Task prompt:
Your answer must be every line of the data that contains "sizing".

(Dataset entries)
= Beginning of Section =
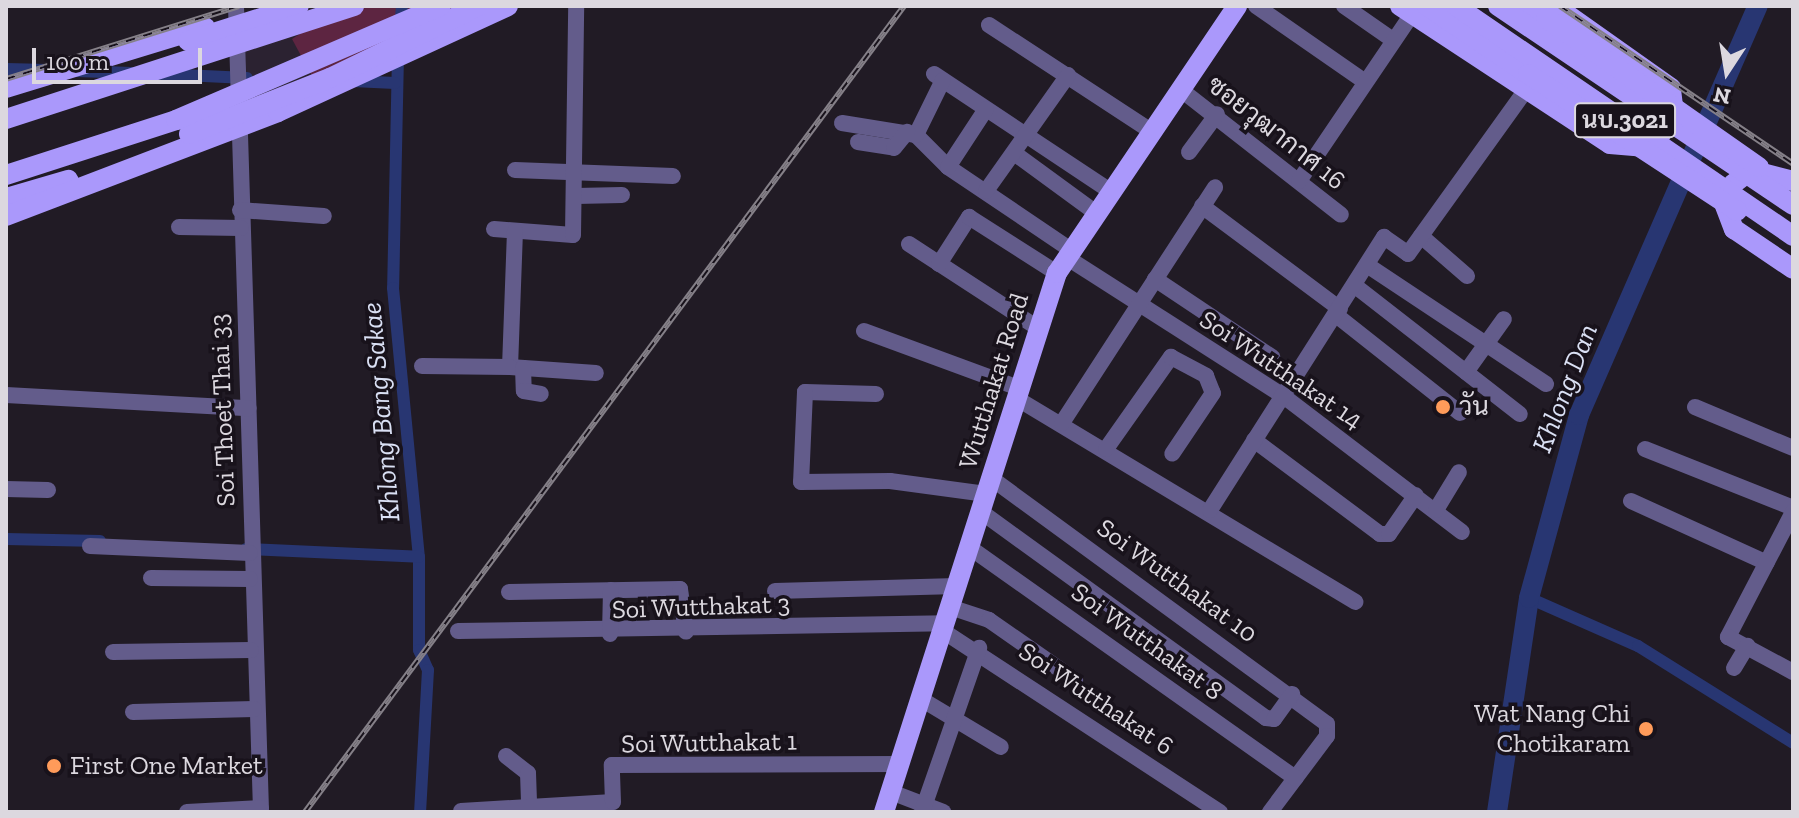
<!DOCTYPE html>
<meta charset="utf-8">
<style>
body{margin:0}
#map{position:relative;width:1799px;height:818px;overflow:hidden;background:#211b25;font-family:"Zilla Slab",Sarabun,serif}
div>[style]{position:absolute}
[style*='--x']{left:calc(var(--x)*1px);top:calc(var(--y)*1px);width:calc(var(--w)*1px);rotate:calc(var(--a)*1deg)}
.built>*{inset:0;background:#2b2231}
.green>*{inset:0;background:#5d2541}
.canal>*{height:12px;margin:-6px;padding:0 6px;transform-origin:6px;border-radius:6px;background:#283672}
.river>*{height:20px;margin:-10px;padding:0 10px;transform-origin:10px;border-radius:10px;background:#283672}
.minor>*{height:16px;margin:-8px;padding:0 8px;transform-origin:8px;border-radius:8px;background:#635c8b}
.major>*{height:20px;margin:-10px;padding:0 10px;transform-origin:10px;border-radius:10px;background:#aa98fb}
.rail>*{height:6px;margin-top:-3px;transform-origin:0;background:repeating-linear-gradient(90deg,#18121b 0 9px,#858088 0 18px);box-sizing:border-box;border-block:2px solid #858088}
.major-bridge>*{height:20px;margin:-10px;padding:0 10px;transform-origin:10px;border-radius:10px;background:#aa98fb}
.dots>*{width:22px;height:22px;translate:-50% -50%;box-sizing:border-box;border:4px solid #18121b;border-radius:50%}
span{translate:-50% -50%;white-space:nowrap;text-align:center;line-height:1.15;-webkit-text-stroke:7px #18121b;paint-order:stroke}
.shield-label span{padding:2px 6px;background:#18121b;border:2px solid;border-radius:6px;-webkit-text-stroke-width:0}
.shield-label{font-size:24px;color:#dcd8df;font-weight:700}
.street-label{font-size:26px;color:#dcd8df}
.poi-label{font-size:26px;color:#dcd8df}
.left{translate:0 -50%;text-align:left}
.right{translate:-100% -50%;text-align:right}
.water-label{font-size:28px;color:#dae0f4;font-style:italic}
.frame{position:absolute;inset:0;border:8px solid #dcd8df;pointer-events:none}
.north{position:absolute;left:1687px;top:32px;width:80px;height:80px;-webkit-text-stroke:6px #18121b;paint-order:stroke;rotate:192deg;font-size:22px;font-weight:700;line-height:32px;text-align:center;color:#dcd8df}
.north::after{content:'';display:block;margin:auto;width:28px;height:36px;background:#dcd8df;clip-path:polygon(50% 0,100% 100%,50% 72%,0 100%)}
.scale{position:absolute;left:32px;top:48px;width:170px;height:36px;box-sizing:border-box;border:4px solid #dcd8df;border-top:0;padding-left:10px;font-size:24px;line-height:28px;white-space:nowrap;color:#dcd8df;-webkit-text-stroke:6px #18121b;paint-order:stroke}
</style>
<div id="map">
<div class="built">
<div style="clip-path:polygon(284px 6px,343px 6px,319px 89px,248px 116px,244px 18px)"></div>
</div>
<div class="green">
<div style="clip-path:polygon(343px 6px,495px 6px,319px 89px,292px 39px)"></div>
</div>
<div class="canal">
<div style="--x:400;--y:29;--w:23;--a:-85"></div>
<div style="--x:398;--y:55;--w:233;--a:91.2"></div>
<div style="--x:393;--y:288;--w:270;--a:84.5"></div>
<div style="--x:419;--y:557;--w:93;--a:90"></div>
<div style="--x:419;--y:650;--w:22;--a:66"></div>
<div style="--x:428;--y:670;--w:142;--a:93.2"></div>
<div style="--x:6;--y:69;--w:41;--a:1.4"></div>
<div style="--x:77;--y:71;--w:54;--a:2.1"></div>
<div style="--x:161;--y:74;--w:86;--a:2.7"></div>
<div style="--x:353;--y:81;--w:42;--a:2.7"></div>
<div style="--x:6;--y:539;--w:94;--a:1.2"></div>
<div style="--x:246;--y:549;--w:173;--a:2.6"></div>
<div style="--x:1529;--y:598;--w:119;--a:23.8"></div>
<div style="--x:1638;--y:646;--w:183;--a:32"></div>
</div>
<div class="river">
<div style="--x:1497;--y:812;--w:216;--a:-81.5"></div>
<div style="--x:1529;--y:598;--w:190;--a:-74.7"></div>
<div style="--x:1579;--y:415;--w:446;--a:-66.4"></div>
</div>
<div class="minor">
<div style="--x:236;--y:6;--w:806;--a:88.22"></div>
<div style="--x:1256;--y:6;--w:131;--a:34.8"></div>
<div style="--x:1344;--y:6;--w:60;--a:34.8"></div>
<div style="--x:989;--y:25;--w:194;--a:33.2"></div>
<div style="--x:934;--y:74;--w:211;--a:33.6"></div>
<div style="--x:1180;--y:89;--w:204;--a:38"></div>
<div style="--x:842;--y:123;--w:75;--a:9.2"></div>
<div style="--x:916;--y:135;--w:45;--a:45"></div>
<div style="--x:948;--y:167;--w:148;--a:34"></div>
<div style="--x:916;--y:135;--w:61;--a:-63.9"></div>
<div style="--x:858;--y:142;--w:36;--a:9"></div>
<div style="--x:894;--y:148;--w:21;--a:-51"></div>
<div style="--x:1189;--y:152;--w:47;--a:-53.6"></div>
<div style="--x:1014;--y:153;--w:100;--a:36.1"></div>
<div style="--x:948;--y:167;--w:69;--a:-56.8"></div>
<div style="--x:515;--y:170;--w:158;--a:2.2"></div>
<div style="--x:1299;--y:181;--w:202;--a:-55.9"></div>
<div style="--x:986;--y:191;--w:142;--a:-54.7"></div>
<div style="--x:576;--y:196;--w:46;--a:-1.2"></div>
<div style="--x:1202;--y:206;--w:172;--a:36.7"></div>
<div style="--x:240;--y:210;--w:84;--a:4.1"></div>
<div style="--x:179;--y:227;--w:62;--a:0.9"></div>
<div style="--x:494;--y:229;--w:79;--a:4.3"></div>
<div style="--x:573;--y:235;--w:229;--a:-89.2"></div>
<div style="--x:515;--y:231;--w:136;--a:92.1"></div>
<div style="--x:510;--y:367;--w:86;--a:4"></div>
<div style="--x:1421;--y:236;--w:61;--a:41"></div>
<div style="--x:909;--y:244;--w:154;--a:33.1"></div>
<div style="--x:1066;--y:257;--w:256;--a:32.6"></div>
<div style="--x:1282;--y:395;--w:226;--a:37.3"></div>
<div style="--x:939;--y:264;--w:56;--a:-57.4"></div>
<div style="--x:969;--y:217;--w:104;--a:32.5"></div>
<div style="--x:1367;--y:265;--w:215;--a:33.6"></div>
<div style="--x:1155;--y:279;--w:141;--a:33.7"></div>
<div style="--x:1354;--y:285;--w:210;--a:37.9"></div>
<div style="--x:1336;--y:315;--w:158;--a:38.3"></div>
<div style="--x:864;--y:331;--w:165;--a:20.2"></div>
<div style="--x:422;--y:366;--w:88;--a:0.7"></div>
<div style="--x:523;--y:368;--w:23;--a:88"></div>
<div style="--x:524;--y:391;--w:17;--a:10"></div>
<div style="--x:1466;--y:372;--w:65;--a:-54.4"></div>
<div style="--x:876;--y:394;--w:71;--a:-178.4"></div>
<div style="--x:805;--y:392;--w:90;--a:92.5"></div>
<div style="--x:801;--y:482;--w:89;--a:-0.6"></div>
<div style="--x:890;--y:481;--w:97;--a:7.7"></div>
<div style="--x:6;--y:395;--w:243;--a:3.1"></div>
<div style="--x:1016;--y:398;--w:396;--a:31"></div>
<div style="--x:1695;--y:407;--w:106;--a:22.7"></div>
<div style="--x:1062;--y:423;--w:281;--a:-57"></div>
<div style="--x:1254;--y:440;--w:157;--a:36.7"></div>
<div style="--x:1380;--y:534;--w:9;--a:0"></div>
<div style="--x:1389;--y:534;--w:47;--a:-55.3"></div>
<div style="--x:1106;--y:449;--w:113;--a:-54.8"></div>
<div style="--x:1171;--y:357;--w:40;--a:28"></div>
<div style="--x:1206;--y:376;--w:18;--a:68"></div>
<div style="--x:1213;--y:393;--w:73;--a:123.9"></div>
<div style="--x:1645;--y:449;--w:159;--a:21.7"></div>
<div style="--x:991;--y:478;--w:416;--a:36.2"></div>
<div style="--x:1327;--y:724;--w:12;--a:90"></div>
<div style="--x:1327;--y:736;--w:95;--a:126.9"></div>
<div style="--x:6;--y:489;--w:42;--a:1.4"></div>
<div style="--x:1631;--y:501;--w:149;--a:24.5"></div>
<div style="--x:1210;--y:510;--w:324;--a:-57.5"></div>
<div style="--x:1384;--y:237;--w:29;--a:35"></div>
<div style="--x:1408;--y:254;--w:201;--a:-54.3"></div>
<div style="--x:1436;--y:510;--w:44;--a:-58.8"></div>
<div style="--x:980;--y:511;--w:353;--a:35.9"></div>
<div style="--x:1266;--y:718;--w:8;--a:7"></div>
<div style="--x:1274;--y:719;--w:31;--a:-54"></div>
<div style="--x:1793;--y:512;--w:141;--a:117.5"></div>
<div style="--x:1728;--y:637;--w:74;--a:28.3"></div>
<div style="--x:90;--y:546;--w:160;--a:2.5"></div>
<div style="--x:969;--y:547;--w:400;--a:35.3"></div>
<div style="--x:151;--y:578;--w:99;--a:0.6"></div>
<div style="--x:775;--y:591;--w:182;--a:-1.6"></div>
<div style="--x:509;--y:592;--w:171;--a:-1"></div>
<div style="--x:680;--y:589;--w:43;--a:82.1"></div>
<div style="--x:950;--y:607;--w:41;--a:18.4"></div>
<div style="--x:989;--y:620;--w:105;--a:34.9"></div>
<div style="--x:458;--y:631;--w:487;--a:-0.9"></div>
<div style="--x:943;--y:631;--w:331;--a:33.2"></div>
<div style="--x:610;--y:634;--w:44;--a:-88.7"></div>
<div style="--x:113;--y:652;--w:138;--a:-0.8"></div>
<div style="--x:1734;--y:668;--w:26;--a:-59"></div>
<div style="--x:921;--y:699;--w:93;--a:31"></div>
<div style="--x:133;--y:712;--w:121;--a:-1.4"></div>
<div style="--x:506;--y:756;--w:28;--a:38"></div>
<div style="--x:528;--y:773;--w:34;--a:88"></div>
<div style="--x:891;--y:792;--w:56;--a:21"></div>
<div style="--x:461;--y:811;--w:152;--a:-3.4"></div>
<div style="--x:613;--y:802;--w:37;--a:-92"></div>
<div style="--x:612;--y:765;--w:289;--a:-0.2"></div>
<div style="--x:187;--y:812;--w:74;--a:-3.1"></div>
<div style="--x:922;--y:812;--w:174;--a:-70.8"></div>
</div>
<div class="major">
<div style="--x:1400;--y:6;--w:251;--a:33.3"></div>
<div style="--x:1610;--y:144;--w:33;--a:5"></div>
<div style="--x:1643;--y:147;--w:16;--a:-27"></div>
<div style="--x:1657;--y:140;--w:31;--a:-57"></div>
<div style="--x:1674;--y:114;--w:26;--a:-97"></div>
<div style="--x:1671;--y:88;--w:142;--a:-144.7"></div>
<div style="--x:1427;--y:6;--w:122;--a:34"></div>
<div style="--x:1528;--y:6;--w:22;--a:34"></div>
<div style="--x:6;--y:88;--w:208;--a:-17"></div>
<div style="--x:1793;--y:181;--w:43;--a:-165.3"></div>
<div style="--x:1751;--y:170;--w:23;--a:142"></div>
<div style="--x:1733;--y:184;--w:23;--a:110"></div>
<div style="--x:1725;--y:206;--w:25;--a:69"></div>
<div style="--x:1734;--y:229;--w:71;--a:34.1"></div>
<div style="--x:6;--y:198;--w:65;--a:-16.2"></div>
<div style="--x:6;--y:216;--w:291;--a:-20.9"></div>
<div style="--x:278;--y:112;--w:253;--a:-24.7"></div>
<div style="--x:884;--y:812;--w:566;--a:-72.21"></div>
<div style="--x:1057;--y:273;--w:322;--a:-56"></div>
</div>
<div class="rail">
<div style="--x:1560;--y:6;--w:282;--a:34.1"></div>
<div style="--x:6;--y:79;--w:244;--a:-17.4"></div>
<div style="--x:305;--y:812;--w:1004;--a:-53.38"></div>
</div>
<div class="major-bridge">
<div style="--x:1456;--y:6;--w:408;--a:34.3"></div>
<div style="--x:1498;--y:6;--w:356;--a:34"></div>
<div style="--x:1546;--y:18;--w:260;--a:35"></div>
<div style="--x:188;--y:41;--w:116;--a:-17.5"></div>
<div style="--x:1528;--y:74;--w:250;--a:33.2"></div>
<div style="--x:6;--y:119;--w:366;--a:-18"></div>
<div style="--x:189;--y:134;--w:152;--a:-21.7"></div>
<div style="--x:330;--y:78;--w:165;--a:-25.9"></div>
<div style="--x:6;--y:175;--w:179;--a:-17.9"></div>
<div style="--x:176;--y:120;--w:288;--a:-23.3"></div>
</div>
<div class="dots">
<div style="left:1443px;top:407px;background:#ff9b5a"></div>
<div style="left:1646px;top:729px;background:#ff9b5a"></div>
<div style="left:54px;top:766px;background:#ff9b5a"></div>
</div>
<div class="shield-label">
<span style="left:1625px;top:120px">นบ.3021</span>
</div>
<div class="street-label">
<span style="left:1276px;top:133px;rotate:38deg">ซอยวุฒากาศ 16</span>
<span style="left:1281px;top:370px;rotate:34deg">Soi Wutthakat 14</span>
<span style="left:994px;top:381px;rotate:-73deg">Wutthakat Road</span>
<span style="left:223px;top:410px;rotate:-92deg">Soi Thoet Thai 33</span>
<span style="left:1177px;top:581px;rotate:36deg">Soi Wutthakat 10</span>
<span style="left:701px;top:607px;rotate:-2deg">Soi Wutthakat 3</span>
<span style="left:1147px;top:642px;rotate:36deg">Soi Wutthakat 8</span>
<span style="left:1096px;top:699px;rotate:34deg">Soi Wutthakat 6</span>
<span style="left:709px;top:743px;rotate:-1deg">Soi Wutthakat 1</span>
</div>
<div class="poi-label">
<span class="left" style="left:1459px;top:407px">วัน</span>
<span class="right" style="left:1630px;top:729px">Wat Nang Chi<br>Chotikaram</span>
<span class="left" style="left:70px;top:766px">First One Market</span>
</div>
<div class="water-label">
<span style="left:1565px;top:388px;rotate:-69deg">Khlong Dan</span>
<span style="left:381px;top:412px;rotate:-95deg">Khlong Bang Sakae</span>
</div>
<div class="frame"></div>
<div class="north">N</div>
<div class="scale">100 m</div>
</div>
= End of Section =
Solution to the exercise:
.rail>*{height:6px;margin-top:-3px;transform-origin:0;background:repeating-linear-gradient(90deg,#18121b 0 9px,#858088 0 18px);box-sizing:border-box;border-block:2px solid #858088}
.dots>*{width:22px;height:22px;translate:-50% -50%;box-sizing:border-box;border:4px solid #18121b;border-radius:50%}
.scale{position:absolute;left:32px;top:48px;width:170px;height:36px;box-sizing:border-box;border:4px solid #dcd8df;border-top:0;padding-left:10px;font-size:24px;line-height:28px;white-space:nowrap;color:#dcd8df;-webkit-text-stroke:6px #18121b;paint-order:stroke}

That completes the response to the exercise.